PROBLEM TO SOLVE.
Out of the entries that follow, copy each line containing "Write".

EXCERPTED DATA.
***

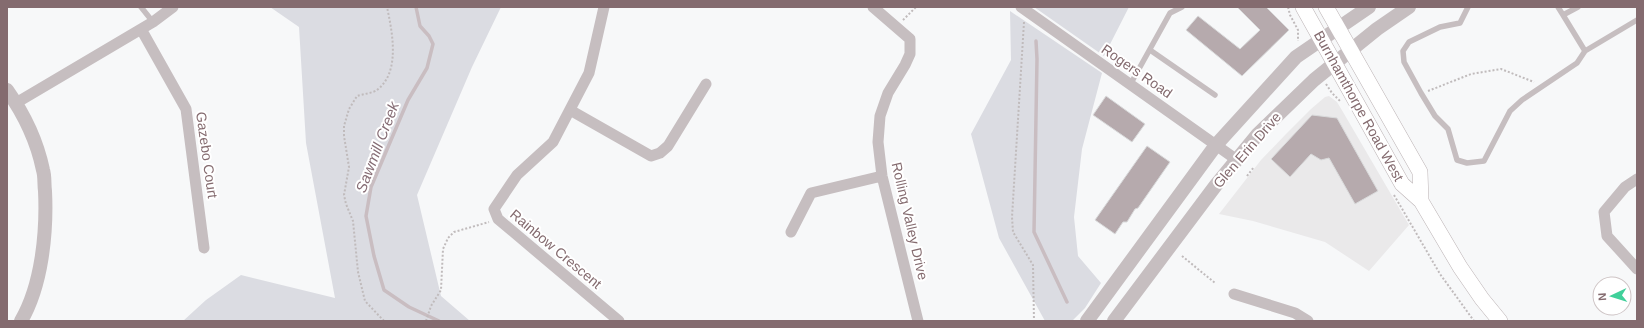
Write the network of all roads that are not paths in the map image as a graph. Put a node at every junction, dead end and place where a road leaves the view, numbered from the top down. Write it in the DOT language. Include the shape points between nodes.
graph roads {
  1 [pos="141,7"];
  2 [pos="173,7"];
  3 [pos="604,7"];
  4 [pos="873,7"];
  5 [pos="1182,7"];
  6 [pos="1303,7"];
  7 [pos="1326,7"];
  8 [pos="1369,7"];
  9 [pos="1409,7"];
  10 [pos="1468,7"];
  11 [pos="1558,7"];
  12 [pos="1578,7"];
  13 [pos="1023,8"];
  14 [pos="1563,15"];
  15 [pos="1637,20"];
  16 [pos="153,22"];
  17 [pos="1338,28"];
  18 [pos="141,29"];
  19 [pos="1321,40"];
  20 [pos="1150,50"];
  21 [pos="1351,50"];
  22 [pos="1585,51"];
  23 [pos="1335,63"];
  24 [pos="706,84"];
  25 [pos="1130,85"];
  26 [pos="7,90"];
  27 [pos="1215,95"];
  28 [pos="12,104"];
  29 [pos="570,110"];
  30 [pos="1216,145"];
  31 [pos="1236,160"];
  32 [pos="882,176"];
  33 [pos="1637,179"];
  34 [pos="1421,201"];
  35 [pos="791,232"];
  36 [pos="204,248"];
  37 [pos="1637,269"];
  38 [pos="1234,294"];
  39 [pos="21,321"];
  40 [pos="619,321"];
  41 [pos="918,321"];
  42 [pos="1087,321"];
  43 [pos="1114,321"];
  44 [pos="1308,321"];
  45 [pos="1500,321"];
  1 -- 16 [label="lane"];
  2 -- 16 [label="street"];
  3 -- 29 [label="street, Rainbow Crescent" via="589,73"];
  4 -- 32 [label="street, Rolling Valley Drive" via="910,39 910,54 888,93 880,116 878,142"];
  5 -- 20 [label="lane" via="1170,13"];
  6 -- 19 [label="main road, Burnhamthorpe Road West"];
  7 -- 17 [label="main road, Burnhamthorpe Road West"];
  8 -- 17 [label="street, Glen Erin Drive"];
  9 -- 21 [label="street, Glen Erin Drive"];
  10 -- 22 [label="lane" via="1460,23 1440,26 1409,42 1403,51 1404,62 1421,93 1435,116 1448,129 1456,160 1467,163 1484,161 1510,111 1577,63"];
  11 -- 14 [label="lane"];
  12 -- 14 [label="lane"];
  13 -- 25 [label="street, Rogers Road"];
  14 -- 22 [label="lane"];
  15 -- 22 [label="lane"];
  16 -- 18 [label="street"];
  17 -- 19 [label="street, Glen Erin Drive"];
  17 -- 21 [label="main road, Burnhamthorpe Road West"];
  18 -- 28 [label="street"];
  18 -- 36 [label="street, Gazebo Court" via="186,109"];
  19 -- 23 [label="main road, Burnhamthorpe Road West"];
  19 -- 30 [label="street, Glen Erin Drive" via="1296,57"];
  20 -- 25 [label="lane"];
  20 -- 27 [label="lane"];
  21 -- 23 [label="street, Glen Erin Drive"];
  21 -- 34 [label="main road, Burnhamthorpe Road West" via="1420,172"];
  23 -- 31 [label="street, Glen Erin Drive" via="1287,105"];
  23 -- 34 [label="main road, Burnhamthorpe Road West" via="1402,184"];
  24 -- 29 [label="street" via="668,146 651,156"];
  25 -- 30 [label="street, Rogers Road"];
  26 -- 28 [label="street"];
  28 -- 39 [label="street" via="35,141 44,171 46,207 44,242 36,281"];
  29 -- 40 [label="street, Rainbow Crescent" via="553,142 517,175 494,209 498,220"];
  30 -- 31 [label="street, Rogers Road"];
  30 -- 42 [label="street, Glen Erin Drive"];
  31 -- 43 [label="street, Glen Erin Drive"];
  32 -- 35 [label="street" via="811,193"];
  32 -- 41 [label="street, Rolling Valley Drive"];
  33 -- 37 [label="street" via="1625,187 1604,212 1607,236"];
  34 -- 45 [label="main road, Burnhamthorpe Road West" via="1460,267"];
  38 -- 44 [label="street" via="1295,313"];
}
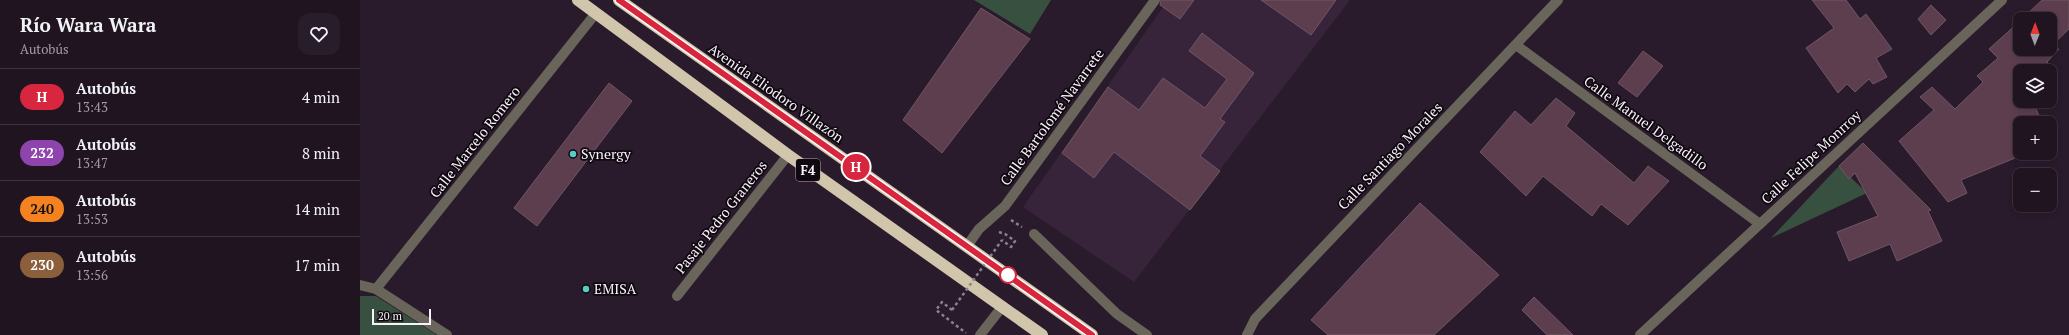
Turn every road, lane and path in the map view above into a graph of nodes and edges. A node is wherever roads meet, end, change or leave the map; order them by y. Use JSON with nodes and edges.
{"nodes":[{"id":1,"x":578,"y":0,"type":"edge"},
{"id":2,"x":619,"y":0,"type":"edge"},
{"id":3,"x":1155,"y":0,"type":"edge"},
{"id":4,"x":1558,"y":0,"type":"edge"},
{"id":5,"x":2002,"y":0,"type":"edge"},
{"id":6,"x":596,"y":13,"type":"junction"},
{"id":7,"x":1516,"y":44,"type":"junction"},
{"id":8,"x":788,"y":155,"type":"junction"},
{"id":9,"x":998,"y":212,"type":"junction"},
{"id":10,"x":1760,"y":224,"type":"junction"},
{"id":11,"x":1006,"y":234,"type":"dead end"},
{"id":12,"x":1034,"y":234,"type":"joint"},
{"id":13,"x":967,"y":246,"type":"junction"},
{"id":14,"x":360,"y":285,"type":"edge"},
{"id":15,"x":376,"y":289,"type":"junction"},
{"id":16,"x":677,"y":296,"type":"dead end"},
{"id":17,"x":1002,"y":307,"type":"junction"},
{"id":18,"x":447,"y":335,"type":"edge"},
{"id":19,"x":968,"y":335,"type":"edge"},
{"id":20,"x":980,"y":335,"type":"edge"},
{"id":21,"x":1042,"y":335,"type":"edge"},
{"id":22,"x":1092,"y":335,"type":"edge"},
{"id":23,"x":1148,"y":335,"type":"edge"},
{"id":24,"x":1247,"y":335,"type":"edge"},
{"id":25,"x":1640,"y":335,"type":"edge"}],
"edges":[{"from":1,"to":6,"type":"highway","number":"F4"},
{"from":2,"to":13,"type":"highway","name":"Avenida Eliodoro Villazón","number":"F4"},
{"from":3,"to":9,"type":"street","name":"Calle Bartolomé Navarrete"},
{"from":4,"to":7,"type":"street","name":"Calle Santiago Morales"},
{"from":5,"to":10,"type":"street","name":"Calle Felipe Monrroy"},
{"from":6,"to":8,"type":"highway","number":"F4"},
{"from":6,"to":15,"type":"street","name":"Calle Marcelo Romero"},
{"from":7,"to":10,"type":"street","name":"Calle Manuel Delgadillo"},
{"from":7,"to":24,"type":"street","name":"Calle Santiago Morales"},
{"from":8,"to":16,"type":"street","name":"Pasaje Pedro Graneros"},
{"from":8,"to":17,"type":"highway","number":"F4"},
{"from":9,"to":12,"type":"path"},
{"from":9,"to":13,"type":"street","name":"Calle Bartolomé Navarrete"},
{"from":10,"to":25,"type":"street","name":"Calle Felipe Monrroy"},
{"from":11,"to":19,"type":"path","bridge":true},
{"from":12,"to":23,"type":"street"},
{"from":13,"to":22,"type":"highway","name":"Avenida Eliodoro Villazón","number":"F4"},
{"from":14,"to":15,"type":"street"},
{"from":15,"to":18,"type":"street"},
{"from":17,"to":20,"type":"street"},
{"from":17,"to":21,"type":"highway","number":"F4"}]}
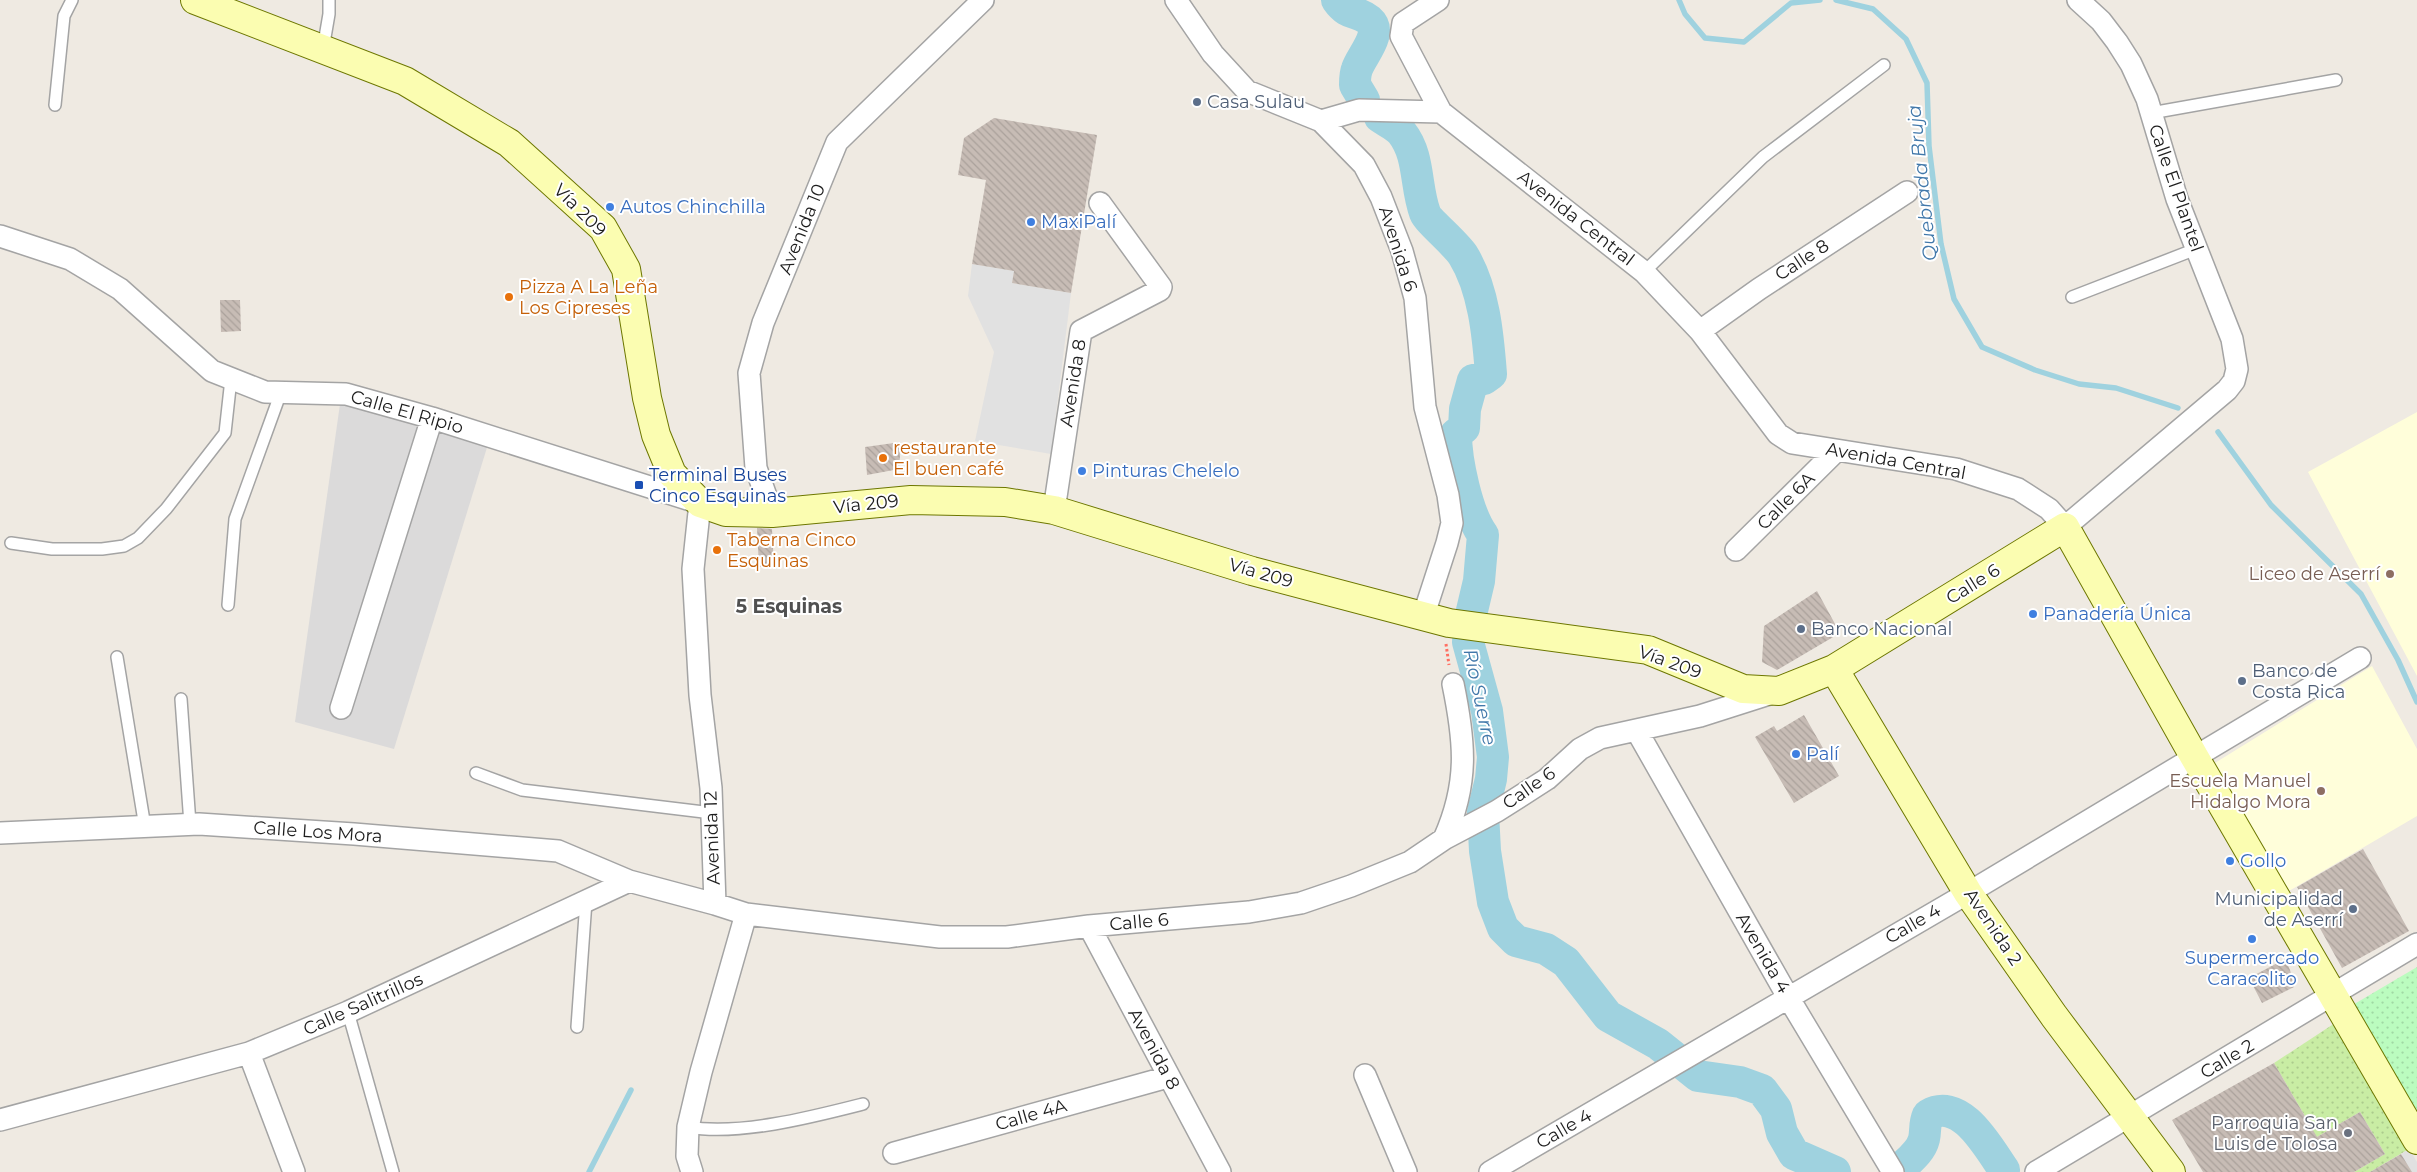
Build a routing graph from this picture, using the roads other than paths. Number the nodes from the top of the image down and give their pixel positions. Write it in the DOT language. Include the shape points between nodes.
graph roads {
  1 [pos="72,0"];
  2 [pos="195,0"];
  3 [pos="329,0"];
  4 [pos="984,0"];
  5 [pos="1176,0"];
  6 [pos="1438,0"];
  7 [pos="2078,0"];
  8 [pos="226,7"];
  9 [pos="323,49"];
  10 [pos="1884,65"];
  11 [pos="2336,80"];
  12 [pos="55,105"];
  13 [pos="1441,112"];
  14 [pos="2151,113"];
  15 [pos="1321,121"];
  16 [pos="1907,192"];
  17 [pos="1100,203"];
  18 [pos="0,236"];
  19 [pos="2196,249"];
  20 [pos="1644,272"];
  21 [pos="2072,297"];
  22 [pos="1700,331"];
  23 [pos="232,379"];
  24 [pos="2227,390"];
  25 [pos="281,392"];
  26 [pos="432,418"];
  27 [pos="1836,451"];
  28 [pos="700,503"];
  29 [pos="1054,510"];
  30 [pos="772,513"];
  31 [pos="2065,527"];
  32 [pos="12,543"];
  33 [pos="1736,550"];
  34 [pos="228,605"];
  35 [pos="1441,621"];
  36 [pos="116,657"];
  37 [pos="2360,658"];
  38 [pos="1834,668"];
  39 [pos="1453,684"];
  40 [pos="1779,691"];
  41 [pos="181,699"];
  42 [pos="341,708"];
  43 [pos="1637,731"];
  44 [pos="2195,758"];
  45 [pos="476,773"];
  46 [pos="712,814"];
  47 [pos="190,824"];
  48 [pos="144,827"];
  49 [pos="0,833"];
  50 [pos="1444,838"];
  51 [pos="629,881"];
  52 [pos="1968,892"];
  53 [pos="586,901"];
  54 [pos="715,904"];
  55 [pos="746,914"];
  56 [pos="1088,926"];
  57 [pos="2417,944"];
  58 [pos="2332,996"];
  59 [pos="1788,997"];
  60 [pos="348,1012"];
  61 [pos="577,1027"];
  62 [pos="248,1053"];
  63 [pos="1366,1075"];
  64 [pos="1168,1077"];
  65 [pos="864,1104"];
  66 [pos="2129,1118"];
  67 [pos="0,1120"];
  68 [pos="688,1127"];
  69 [pos="2417,1140"];
  70 [pos="894,1153"];
  71 [pos="294,1172"];
  72 [pos="393,1172"];
  73 [pos="692,1172"];
  74 [pos="1220,1172"];
  75 [pos="1406,1172"];
  76 [pos="1490,1172"];
  77 [pos="1893,1172"];
  78 [pos="2036,1172"];
  79 [pos="2171,1172"];
  1 -- 12 [label="lane" via="64,16"];
  2 -- 8 [label="main road, Vía 209"];
  3 -- 9 [label="lane"];
  4 -- 30 [label="street, Avenida 10" via="837,142 763,323 749,373 756,468"];
  5 -- 15 [label="street, Avenida 6" via="1213,54 1247,91"];
  6 -- 13 [label="street" via="1403,23 1401,36"];
  7 -- 14 [label="street, Calle El Plantel" via="2101,21 2117,42"];
  8 -- 9 [label="main road, Vía 209"];
  9 -- 28 [label="main road, Vía 209" via="405,81 509,143 603,228 626,270 646,398 656,435 672,474"];
  10 -- 20 [label="lane" via="1763,157"];
  11 -- 14 [label="lane"];
  13 -- 15 [label="street" via="1359,110"];
  13 -- 20 [label="street, Avenida Central"];
  14 -- 19 [label="street, Calle El Plantel"];
  15 -- 35 [label="street, Avenida 6" via="1364,165 1402,251 1414,298 1425,407 1452,523 1447,543"];
  16 -- 22 [label="street, Calle 8" via="1758,289"];
  17 -- 29 [label="street, Avenida 8" via="1161,287 1081,331"];
  18 -- 23 [label="street, Calle El Ripio" via="70,259 120,289 212,371"];
  19 -- 21 [label="lane"];
  19 -- 24 [label="street, Calle El Plantel" via="2236,355 2234,381"];
  20 -- 22 [label="street, Avenida Central"];
  22 -- 27 [label="street, Avenida Central" via="1778,434 1792,443"];
  23 -- 25 [label="street, Calle El Ripio" via="265,392"];
  23 -- 32 [label="lane" via="225,433 166,509 138,538 124,546 102,549 52,549"];
  24 -- 31 [label="street, Calle 6"];
  25 -- 26 [label="street, Calle El Ripio" via="346,394"];
  25 -- 34 [label="lane" via="235,520"];
  26 -- 28 [label="street, Calle El Ripio"];
  26 -- 42 [label="street"];
  27 -- 31 [label="street, Avenida Central" via="1956,469 2018,489 2049,509"];
  27 -- 33 [label="street, Calle 6A"];
  28 -- 30 [label="main road, Vía 209" via="726,512"];
  28 -- 46 [label="street, Avenida 12" via="693,569 700,695"];
  29 -- 30 [label="main road, Vía 209" via="1005,502 911,500"];
  29 -- 35 [label="main road, Vía 209" via="1252,571"];
  31 -- 38 [label="main road, Calle 6"];
  31 -- 44 [label="main road, Avenida Central"];
  35 -- 40 [label="main road, Vía 209" via="1648,650 1743,689"];
  36 -- 48 [label="lane"];
  37 -- 44 [label="street, Calle 4"];
  38 -- 40 [label="main road, Calle 6"];
  38 -- 52 [label="main road, Avenida 2"];
  39 -- 50 [label="street" via="1461,725 1463,764 1461,793"];
  40 -- 43 [label="street, Calle 6" via="1700,716"];
  41 -- 47 [label="lane"];
  43 -- 50 [label="street, Calle 6" via="1600,738 1580,749 1547,779"];
  43 -- 59 [label="street, Avenida 4"];
  44 -- 52 [label="street, Calle 4"];
  44 -- 58 [label="main road, Avenida Central"];
  45 -- 46 [label="lane" via="522,790"];
  46 -- 54 [label="street, Avenida 12"];
  47 -- 48 [label="street, Calle Los Mora"];
  47 -- 51 [label="street, Calle Los Mora" via="558,851"];
  48 -- 49 [label="street, Calle Los Mora"];
  50 -- 56 [label="street, Calle 6" via="1410,862 1300,903 1249,912"];
  51 -- 53 [label="street, Calle Salitrillos"];
  51 -- 54 [label="street"];
  52 -- 59 [label="street, Calle 4"];
  52 -- 66 [label="main road, Avenida 2"];
  53 -- 60 [label="street, Calle Salitrillos"];
  53 -- 61 [label="lane"];
  54 -- 55 [label="street, Avenida 12"];
  55 -- 56 [label="street, Calle 6" via="940,937 1007,937"];
  55 -- 68 [label="street"];
  56 -- 64 [label="street, Avenida 8"];
  57 -- 58 [label="street, Calle 2"];
  58 -- 66 [label="street, Calle 2"];
  58 -- 69 [label="main road, Avenida Central"];
  59 -- 76 [label="street, Calle 4"];
  59 -- 77 [label="street, Avenida 4"];
  60 -- 62 [label="street, Calle Salitrillos"];
  60 -- 72 [label="lane"];
  62 -- 67 [label="street, Calle Salitrillos"];
  62 -- 71 [label="street"];
  63 -- 75 [label="street"];
  64 -- 70 [label="street, Calle 4A"];
  64 -- 74 [label="street, Avenida 8"];
  65 -- 68 [label="lane" via="820,1115 749,1126 706,1130"];
  66 -- 78 [label="street, Calle 2"];
  66 -- 79 [label="main road, Avenida 2"];
  68 -- 73 [label="street" via="687,1156"];
}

***

RESULT.
Write the network of all roads that are not paths in the map image as a graph. Put a node at every junction, dead end and place where a road leaves the view, numbered from the top down. Write it in the DOT language. Include the shape points between nodes.
Build a routing graph from this picture, using the roads other than paths. Number the nodes from the top of the image down and give their pixel positions. Write it in the DOT language. Include the shape points between nodes.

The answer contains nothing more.